(EXCERPTED DATA begins)

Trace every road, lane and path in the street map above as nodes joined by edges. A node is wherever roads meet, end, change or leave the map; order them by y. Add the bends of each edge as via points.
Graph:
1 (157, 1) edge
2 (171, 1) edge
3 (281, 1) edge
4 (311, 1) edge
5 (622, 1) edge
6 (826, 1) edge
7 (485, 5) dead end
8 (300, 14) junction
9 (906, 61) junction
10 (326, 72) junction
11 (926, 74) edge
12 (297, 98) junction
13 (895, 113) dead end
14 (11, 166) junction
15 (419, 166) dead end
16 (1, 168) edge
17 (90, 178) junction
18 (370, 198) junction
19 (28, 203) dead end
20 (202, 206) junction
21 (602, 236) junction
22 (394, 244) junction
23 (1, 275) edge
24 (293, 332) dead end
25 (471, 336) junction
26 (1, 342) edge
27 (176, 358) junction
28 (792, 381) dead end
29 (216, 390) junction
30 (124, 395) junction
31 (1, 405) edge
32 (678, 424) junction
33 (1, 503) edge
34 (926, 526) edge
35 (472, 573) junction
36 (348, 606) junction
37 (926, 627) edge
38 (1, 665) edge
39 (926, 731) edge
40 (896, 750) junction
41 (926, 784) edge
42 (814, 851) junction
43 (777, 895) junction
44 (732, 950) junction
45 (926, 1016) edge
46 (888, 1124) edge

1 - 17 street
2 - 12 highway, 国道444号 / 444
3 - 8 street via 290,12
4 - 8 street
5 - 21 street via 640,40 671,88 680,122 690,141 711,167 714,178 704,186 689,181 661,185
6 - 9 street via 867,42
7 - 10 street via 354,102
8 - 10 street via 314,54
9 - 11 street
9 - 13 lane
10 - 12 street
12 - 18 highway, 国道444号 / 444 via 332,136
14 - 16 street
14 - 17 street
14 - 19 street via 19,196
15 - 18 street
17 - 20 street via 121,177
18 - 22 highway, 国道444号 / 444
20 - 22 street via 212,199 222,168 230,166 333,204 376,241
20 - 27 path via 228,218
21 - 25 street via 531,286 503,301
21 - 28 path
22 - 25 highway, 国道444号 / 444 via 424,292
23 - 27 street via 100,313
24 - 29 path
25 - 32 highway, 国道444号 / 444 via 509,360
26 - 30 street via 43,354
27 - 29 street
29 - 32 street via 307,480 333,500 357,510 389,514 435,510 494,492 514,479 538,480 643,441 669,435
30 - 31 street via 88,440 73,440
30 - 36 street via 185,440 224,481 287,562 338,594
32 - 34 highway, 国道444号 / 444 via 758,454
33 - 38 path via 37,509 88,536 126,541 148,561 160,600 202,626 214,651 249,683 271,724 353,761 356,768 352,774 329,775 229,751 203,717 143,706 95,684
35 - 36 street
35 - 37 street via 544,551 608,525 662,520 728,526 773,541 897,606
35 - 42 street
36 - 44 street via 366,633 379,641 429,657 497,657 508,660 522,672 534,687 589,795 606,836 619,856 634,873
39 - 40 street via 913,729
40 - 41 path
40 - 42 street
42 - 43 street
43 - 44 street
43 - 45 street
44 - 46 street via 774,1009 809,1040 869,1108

(EXCERPTED DATA ends)

THE PROBLEM: Write the data out again in full. Match it word for word.

ANSWER SPACE:
Trace every road, lane and path in the street map above as nodes joined by edges. A node is wherever roads meet, end, change or leave the map; order them by y. Add the bends of each edge as via points.
Graph:
1 (157, 1) edge
2 (171, 1) edge
3 (281, 1) edge
4 (311, 1) edge
5 (622, 1) edge
6 (826, 1) edge
7 (485, 5) dead end
8 (300, 14) junction
9 (906, 61) junction
10 (326, 72) junction
11 (926, 74) edge
12 (297, 98) junction
13 (895, 113) dead end
14 (11, 166) junction
15 (419, 166) dead end
16 (1, 168) edge
17 (90, 178) junction
18 (370, 198) junction
19 (28, 203) dead end
20 (202, 206) junction
21 (602, 236) junction
22 (394, 244) junction
23 (1, 275) edge
24 (293, 332) dead end
25 (471, 336) junction
26 (1, 342) edge
27 (176, 358) junction
28 (792, 381) dead end
29 (216, 390) junction
30 (124, 395) junction
31 (1, 405) edge
32 (678, 424) junction
33 (1, 503) edge
34 (926, 526) edge
35 (472, 573) junction
36 (348, 606) junction
37 (926, 627) edge
38 (1, 665) edge
39 (926, 731) edge
40 (896, 750) junction
41 (926, 784) edge
42 (814, 851) junction
43 (777, 895) junction
44 (732, 950) junction
45 (926, 1016) edge
46 (888, 1124) edge

1 - 17 street
2 - 12 highway, 国道444号 / 444
3 - 8 street via 290,12
4 - 8 street
5 - 21 street via 640,40 671,88 680,122 690,141 711,167 714,178 704,186 689,181 661,185
6 - 9 street via 867,42
7 - 10 street via 354,102
8 - 10 street via 314,54
9 - 11 street
9 - 13 lane
10 - 12 street
12 - 18 highway, 国道444号 / 444 via 332,136
14 - 16 street
14 - 17 street
14 - 19 street via 19,196
15 - 18 street
17 - 20 street via 121,177
18 - 22 highway, 国道444号 / 444
20 - 22 street via 212,199 222,168 230,166 333,204 376,241
20 - 27 path via 228,218
21 - 25 street via 531,286 503,301
21 - 28 path
22 - 25 highway, 国道444号 / 444 via 424,292
23 - 27 street via 100,313
24 - 29 path
25 - 32 highway, 国道444号 / 444 via 509,360
26 - 30 street via 43,354
27 - 29 street
29 - 32 street via 307,480 333,500 357,510 389,514 435,510 494,492 514,479 538,480 643,441 669,435
30 - 31 street via 88,440 73,440
30 - 36 street via 185,440 224,481 287,562 338,594
32 - 34 highway, 国道444号 / 444 via 758,454
33 - 38 path via 37,509 88,536 126,541 148,561 160,600 202,626 214,651 249,683 271,724 353,761 356,768 352,774 329,775 229,751 203,717 143,706 95,684
35 - 36 street
35 - 37 street via 544,551 608,525 662,520 728,526 773,541 897,606
35 - 42 street
36 - 44 street via 366,633 379,641 429,657 497,657 508,660 522,672 534,687 589,795 606,836 619,856 634,873
39 - 40 street via 913,729
40 - 41 path
40 - 42 street
42 - 43 street
43 - 44 street
43 - 45 street
44 - 46 street via 774,1009 809,1040 869,1108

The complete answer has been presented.